Leave the images aside and output every entry exactly.

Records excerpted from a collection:
BEGIN

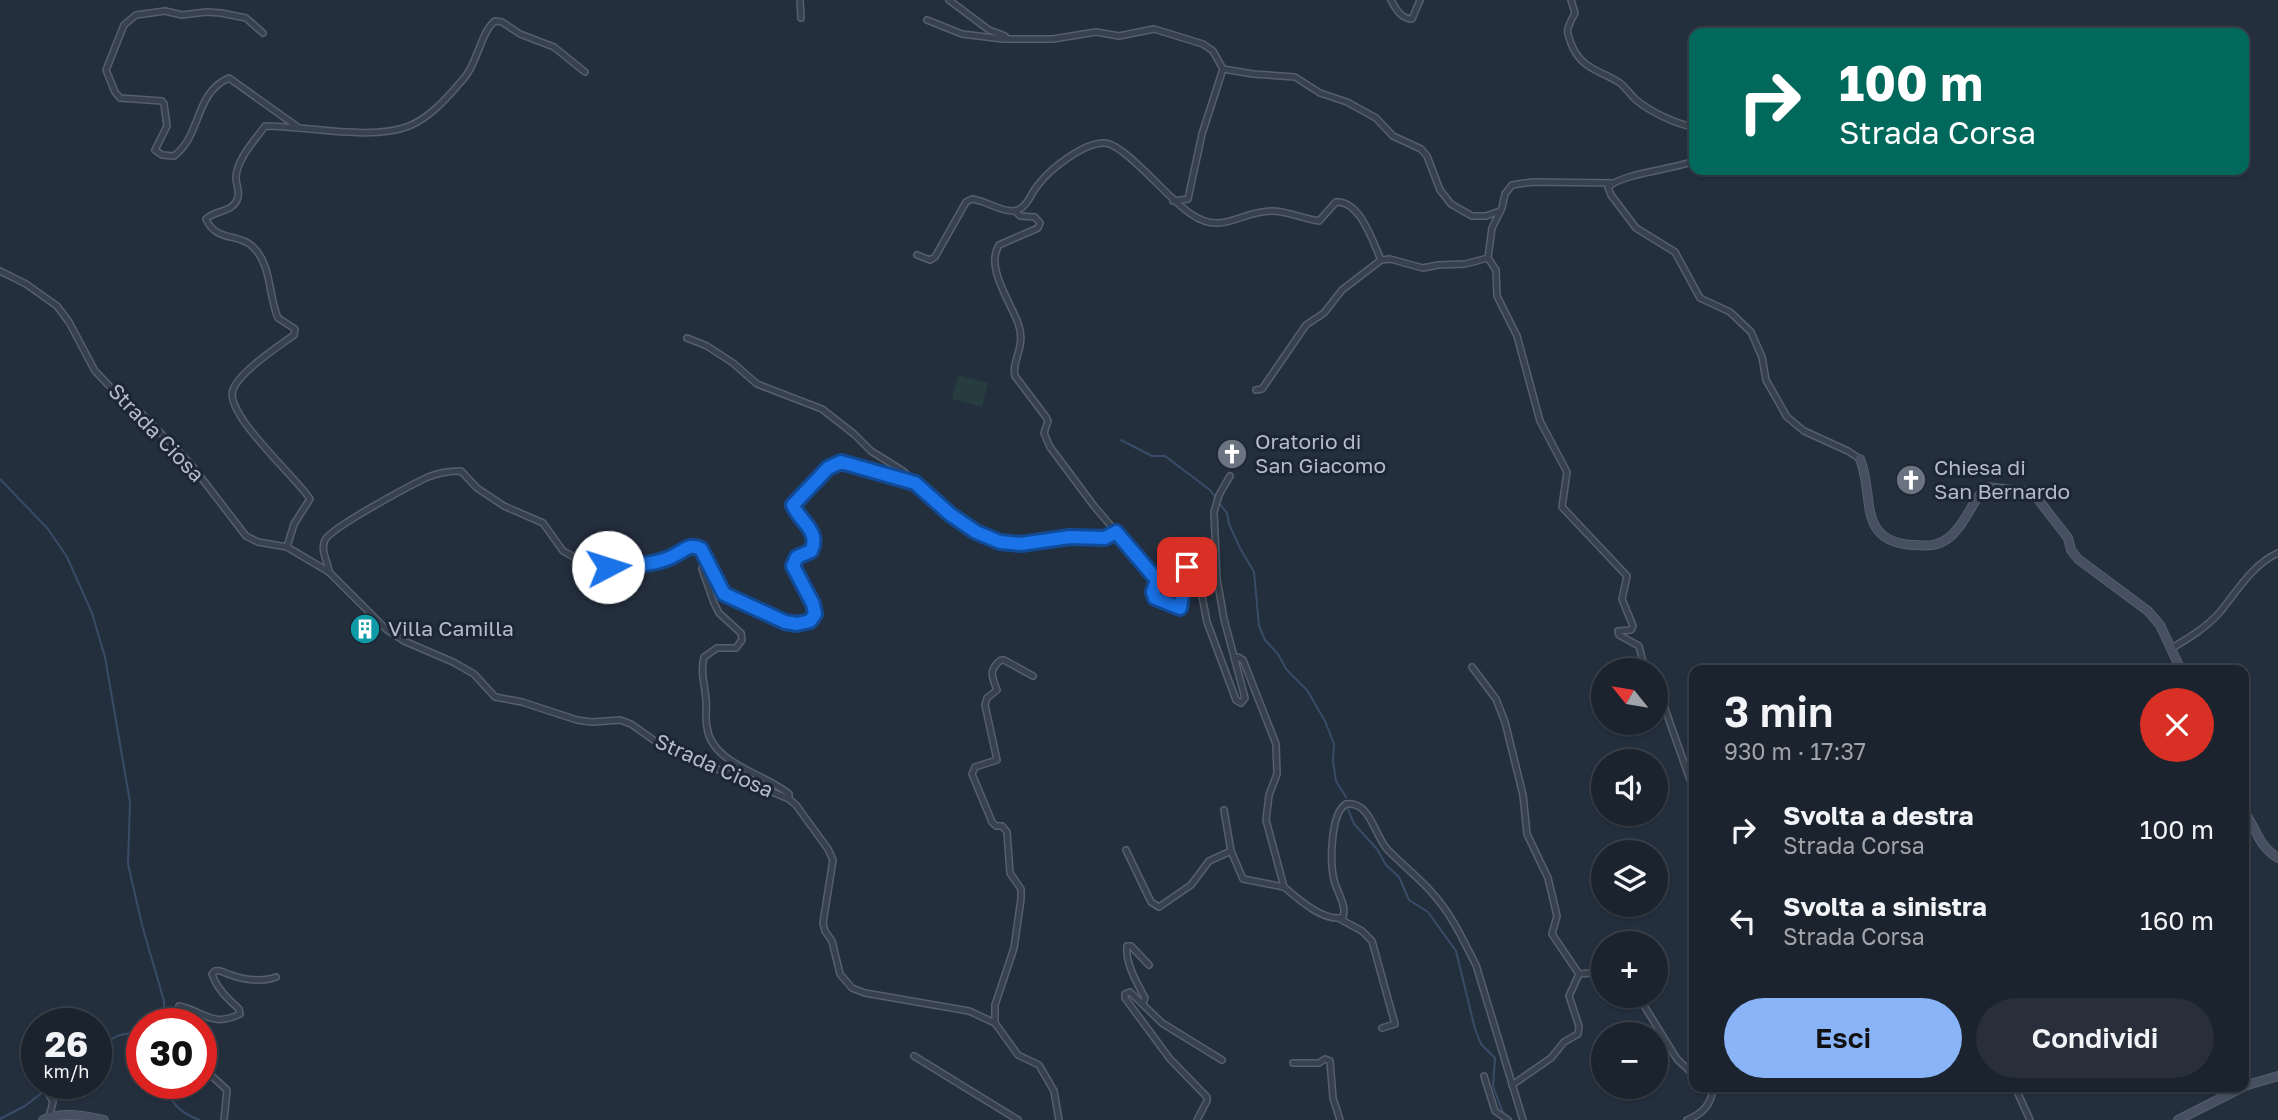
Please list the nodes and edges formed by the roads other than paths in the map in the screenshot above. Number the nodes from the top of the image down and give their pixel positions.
1 (800, 0) edge
2 (949, 0) edge
3 (1391, 0) edge
4 (1420, 0) edge
5 (1572, 0) edge
6 (801, 18) dead end
7 (927, 20) dead end
8 (263, 33) dead end
9 (1016, 39) junction
10 (1223, 69) junction
11 (585, 72) dead end
12 (1689, 126) edge
13 (300, 128) junction
14 (1689, 162) edge
15 (1612, 183) junction
16 (1173, 201) junction
17 (1014, 211) junction
18 (1500, 211) junction
19 (917, 255) dead end
20 (1488, 258) junction
21 (1381, 260) junction
22 (0, 271) edge
23 (687, 338) dead end
24 (1256, 390) dead end
25 (1860, 459) joint
26 (1230, 476) dead end
27 (915, 483) junction
28 (1116, 532) junction
29 (287, 547) junction
30 (2278, 553) edge
31 (705, 557) junction
32 (329, 572) junction
33 (2172, 648) junction
34 (1642, 658) edge
35 (1235, 659) junction
36 (2179, 665) edge
37 (1472, 667) dead end
38 (1033, 676) dead end
39 (1668, 717) edge
40 (1689, 777) edge
41 (789, 799) junction
42 (1224, 810) dead end
43 (2249, 818) edge
44 (1126, 850) dead end
45 (1231, 851) junction
46 (2278, 858) edge
47 (1284, 887) junction
48 (1340, 919) junction
49 (1149, 965) dead end
50 (1591, 973) edge
51 (1579, 974) junction
52 (276, 977) dead end
53 (1143, 1003) junction
54 (1645, 1008) edge
55 (217, 1019) edge
56 (995, 1023) junction
57 (1382, 1028) dead end
58 (914, 1056) dead end
59 (1222, 1060) dead end
60 (1293, 1063) dead end
61 (1689, 1071) edge
62 (1484, 1076) dead end
63 (2278, 1076) edge
64 (217, 1081) edge
65 (1512, 1085) junction
66 (2249, 1085) edge
67 (1712, 1092) edge
68 (2017, 1092) edge
69 (2233, 1092) edge
70 (52, 1099) edge
71 (46, 1119) edge
72 (104, 1120) edge
73 (224, 1120) edge
74 (1018, 1120) edge
75 (1059, 1120) edge
76 (1197, 1120) edge
77 (1340, 1120) edge
78 (1508, 1120) edge
79 (1523, 1120) edge
80 (1687, 1120) edge
81 (2030, 1120) edge
82 (2178, 1120) edge

1 - 6 street
2 - 9 street
3 - 4 street
5 - 12 street
7 - 9 street
8 - 13 street
9 - 10 street
10 - 16 street
10 - 18 street
11 - 13 street
13 - 29 street
14 - 15 street
15 - 18 street
15 - 25 street
16 - 17 street
16 - 21 street
17 - 19 street
17 - 28 street
18 - 20 street
20 - 21 street
20 - 34 street
21 - 24 street
22 - 29 street, Strada Ciosa
23 - 27 street
25 - 33 street
26 - 35 street
27 - 28 street
27 - 31 street
28 - 35 street
29 - 32 street, Strada Ciosa
30 - 33 street
31 - 32 street
31 - 41 street
32 - 41 street, Strada Ciosa
33 - 36 street
35 - 47 street
37 - 51 street
38 - 56 street
39 - 40 street
41 - 56 street, Strada Ciosa
42 - 45 street
43 - 46 street
44 - 45 street
45 - 47 street
47 - 48 street
48 - 57 street
48 - 65 street
49 - 53 street
50 - 51 street
51 - 65 street
52 - 55 street
53 - 59 street
53 - 76 street
54 - 61 street
56 - 75 street
58 - 74 street
60 - 77 street
62 - 78 street
63 - 66 street
64 - 73 street
65 - 79 street
67 - 80 street
68 - 81 street
69 - 82 street
70 - 71 street
71 - 72 street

END

Result of the task:
Please list the nodes and edges formed by the roads other than paths in the map in the screenshot above. Number the nodes from the top of the image down and give their pixel positions.
1 (800, 0) edge
2 (949, 0) edge
3 (1391, 0) edge
4 (1420, 0) edge
5 (1572, 0) edge
6 (801, 18) dead end
7 (927, 20) dead end
8 (263, 33) dead end
9 (1016, 39) junction
10 (1223, 69) junction
11 (585, 72) dead end
12 (1689, 126) edge
13 (300, 128) junction
14 (1689, 162) edge
15 (1612, 183) junction
16 (1173, 201) junction
17 (1014, 211) junction
18 (1500, 211) junction
19 (917, 255) dead end
20 (1488, 258) junction
21 (1381, 260) junction
22 (0, 271) edge
23 (687, 338) dead end
24 (1256, 390) dead end
25 (1860, 459) joint
26 (1230, 476) dead end
27 (915, 483) junction
28 (1116, 532) junction
29 (287, 547) junction
30 (2278, 553) edge
31 (705, 557) junction
32 (329, 572) junction
33 (2172, 648) junction
34 (1642, 658) edge
35 (1235, 659) junction
36 (2179, 665) edge
37 (1472, 667) dead end
38 (1033, 676) dead end
39 (1668, 717) edge
40 (1689, 777) edge
41 (789, 799) junction
42 (1224, 810) dead end
43 (2249, 818) edge
44 (1126, 850) dead end
45 (1231, 851) junction
46 (2278, 858) edge
47 (1284, 887) junction
48 (1340, 919) junction
49 (1149, 965) dead end
50 (1591, 973) edge
51 (1579, 974) junction
52 (276, 977) dead end
53 (1143, 1003) junction
54 (1645, 1008) edge
55 (217, 1019) edge
56 (995, 1023) junction
57 (1382, 1028) dead end
58 (914, 1056) dead end
59 (1222, 1060) dead end
60 (1293, 1063) dead end
61 (1689, 1071) edge
62 (1484, 1076) dead end
63 (2278, 1076) edge
64 (217, 1081) edge
65 (1512, 1085) junction
66 (2249, 1085) edge
67 (1712, 1092) edge
68 (2017, 1092) edge
69 (2233, 1092) edge
70 (52, 1099) edge
71 (46, 1119) edge
72 (104, 1120) edge
73 (224, 1120) edge
74 (1018, 1120) edge
75 (1059, 1120) edge
76 (1197, 1120) edge
77 (1340, 1120) edge
78 (1508, 1120) edge
79 (1523, 1120) edge
80 (1687, 1120) edge
81 (2030, 1120) edge
82 (2178, 1120) edge

1 - 6 street
2 - 9 street
3 - 4 street
5 - 12 street
7 - 9 street
8 - 13 street
9 - 10 street
10 - 16 street
10 - 18 street
11 - 13 street
13 - 29 street
14 - 15 street
15 - 18 street
15 - 25 street
16 - 17 street
16 - 21 street
17 - 19 street
17 - 28 street
18 - 20 street
20 - 21 street
20 - 34 street
21 - 24 street
22 - 29 street, Strada Ciosa
23 - 27 street
25 - 33 street
26 - 35 street
27 - 28 street
27 - 31 street
28 - 35 street
29 - 32 street, Strada Ciosa
30 - 33 street
31 - 32 street
31 - 41 street
32 - 41 street, Strada Ciosa
33 - 36 street
35 - 47 street
37 - 51 street
38 - 56 street
39 - 40 street
41 - 56 street, Strada Ciosa
42 - 45 street
43 - 46 street
44 - 45 street
45 - 47 street
47 - 48 street
48 - 57 street
48 - 65 street
49 - 53 street
50 - 51 street
51 - 65 street
52 - 55 street
53 - 59 street
53 - 76 street
54 - 61 street
56 - 75 street
58 - 74 street
60 - 77 street
62 - 78 street
63 - 66 street
64 - 73 street
65 - 79 street
67 - 80 street
68 - 81 street
69 - 82 street
70 - 71 street
71 - 72 street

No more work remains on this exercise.